Tiga Opsi Whisnu untuk Eri-Armuji; Membantu, Diam atau Nggembosi
Banyak yang tidak mengira Whisnu Sakti Buana, 46 tahun, tidak direkomendadi DPP PDI Perjuangan untuk ikut Pilkada 2020. Entah sebagai calon wali kota, atapun calon wakilnya. Bahkan Whisnu sendiri juga tidak menduga.
Tiga jam sebelum Ketua DPP PDI Perjuangan Puan Maharani membuka surat rekomendasi yang masih di dalam amplop, dan kemudian membacakan isinya Rabu 2 September lalu, Whisnu masih yakin namanya akan muncul pada rekom, sebagai calon wakil wali kota mendampingi Eri Cahyadi. Bukan sebaliknya.
Dia sudah mengumpulkan timnya, termasuk tim media, untuk mengemukakan rencananya yaitu begitu rekom dibacakan, dan namanya disebutkan, dirinya akan sowan kepada beberapa tokoh PDI Perjuangan termasuk Bambang DH dan Tri Rismaharini. Begitu kata orang dekat Whisnu Sakti Buana.
Tetapi ternyata...namanya tidak ada di rekom. Saat rekom dibacakan, Whisnu bersama-sama tokoh-tokoh lainnya berada di kantor DPD PDI Perjuangan Jawa Timur, menyaksikan pengumuman yang disiarkan langsung secara virtual melalui kanal PDI Perjuangan di Youtube.
Konon Whisnu, yang amat yakin sehingga bersedia hadir di DPD, sempat shock. Demikian juga para pendukungnya yang berkumpul di halaman kantor. Tetapi dengan cepat Whisnu bisa menguasai diri. Apalagi setelah melalui virtual itu namanya dipanggil oleh Ketua Umum DPP PDI Perjuangan, Megawati Soekarnoputri, untuk diajak dialog.
Dalam dialog usai pembacaan rekomendasi untuk para calon kepala daerah yang diusung PDI Perjuangan itu, Megawati lalu berkata, "Aku tahu pasti kamu yo kelingan sama Pak Tjip. Jangan ada yang bilang Ibu Mega itu membuang yang namanya Whisnu. Tidak!" kata Megawati, pekan lalu.

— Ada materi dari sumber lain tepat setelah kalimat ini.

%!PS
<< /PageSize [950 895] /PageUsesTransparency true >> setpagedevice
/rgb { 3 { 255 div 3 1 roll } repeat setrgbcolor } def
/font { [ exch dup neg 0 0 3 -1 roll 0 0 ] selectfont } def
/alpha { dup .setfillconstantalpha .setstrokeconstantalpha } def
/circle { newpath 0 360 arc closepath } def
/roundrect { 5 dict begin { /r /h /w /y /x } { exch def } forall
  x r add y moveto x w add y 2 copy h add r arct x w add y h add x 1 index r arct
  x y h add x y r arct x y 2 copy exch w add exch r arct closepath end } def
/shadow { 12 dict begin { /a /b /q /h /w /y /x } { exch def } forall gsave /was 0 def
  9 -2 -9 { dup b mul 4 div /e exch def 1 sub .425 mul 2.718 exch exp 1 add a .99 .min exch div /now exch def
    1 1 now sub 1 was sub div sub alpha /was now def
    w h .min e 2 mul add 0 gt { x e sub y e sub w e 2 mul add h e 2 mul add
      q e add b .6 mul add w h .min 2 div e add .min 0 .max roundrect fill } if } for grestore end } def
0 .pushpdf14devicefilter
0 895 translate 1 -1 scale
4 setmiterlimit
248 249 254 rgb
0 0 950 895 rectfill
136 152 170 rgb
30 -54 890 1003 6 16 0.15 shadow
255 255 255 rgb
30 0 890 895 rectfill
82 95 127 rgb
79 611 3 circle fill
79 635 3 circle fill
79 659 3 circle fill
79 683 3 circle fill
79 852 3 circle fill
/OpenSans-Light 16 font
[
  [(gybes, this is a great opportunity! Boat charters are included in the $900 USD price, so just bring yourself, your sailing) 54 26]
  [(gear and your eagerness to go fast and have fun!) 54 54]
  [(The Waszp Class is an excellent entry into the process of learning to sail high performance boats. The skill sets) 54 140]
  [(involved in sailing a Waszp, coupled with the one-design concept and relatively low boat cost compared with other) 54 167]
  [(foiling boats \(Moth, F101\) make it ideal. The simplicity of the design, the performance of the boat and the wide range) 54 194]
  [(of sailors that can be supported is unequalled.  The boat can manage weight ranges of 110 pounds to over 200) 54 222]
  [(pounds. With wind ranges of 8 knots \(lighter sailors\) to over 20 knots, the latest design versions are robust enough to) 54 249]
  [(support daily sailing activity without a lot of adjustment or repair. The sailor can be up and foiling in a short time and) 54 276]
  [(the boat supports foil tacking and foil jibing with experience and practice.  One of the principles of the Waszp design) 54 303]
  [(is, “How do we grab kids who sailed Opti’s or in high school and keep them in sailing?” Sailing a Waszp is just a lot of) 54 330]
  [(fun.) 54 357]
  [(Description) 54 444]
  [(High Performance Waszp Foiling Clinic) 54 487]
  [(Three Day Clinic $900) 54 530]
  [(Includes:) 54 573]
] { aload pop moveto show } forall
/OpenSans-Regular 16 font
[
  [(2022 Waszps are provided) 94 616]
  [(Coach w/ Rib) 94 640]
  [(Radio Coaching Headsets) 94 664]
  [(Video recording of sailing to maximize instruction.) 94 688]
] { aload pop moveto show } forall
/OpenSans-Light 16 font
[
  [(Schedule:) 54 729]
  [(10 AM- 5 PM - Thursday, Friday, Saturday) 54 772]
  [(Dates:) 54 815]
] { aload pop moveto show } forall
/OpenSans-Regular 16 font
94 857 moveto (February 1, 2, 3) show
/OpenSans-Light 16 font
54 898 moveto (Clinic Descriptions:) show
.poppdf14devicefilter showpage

Dalam kekecewaan yang tidak terbantahkan, kini Whisnu Sakti Buana bagi pasangan calon yang diusung PDI Perjuangan Eri Cahyadi-Armuji, justru berada pada posisi yang lumayan menentukan. Whisnu memiliki tiga opsi yaitu apakah dia akan membantu dan bekerja untuk pemenangan Eri-Armuji, sesuai yang diminta Ketua Umum DPP PDI Perjuangan 2 September lalu?
Atau dia akan berdiam diri saja, sambil berusaha untuk mengubur kekecewaannya, dan yang terakhir apakah dia justru akan nggembosi agar pasangan Eri-Armuji kalah, sebagai luapan bukan hanya kekecewaannya, tetapi sudah lebih dari itu, yaitu sakit hatinya.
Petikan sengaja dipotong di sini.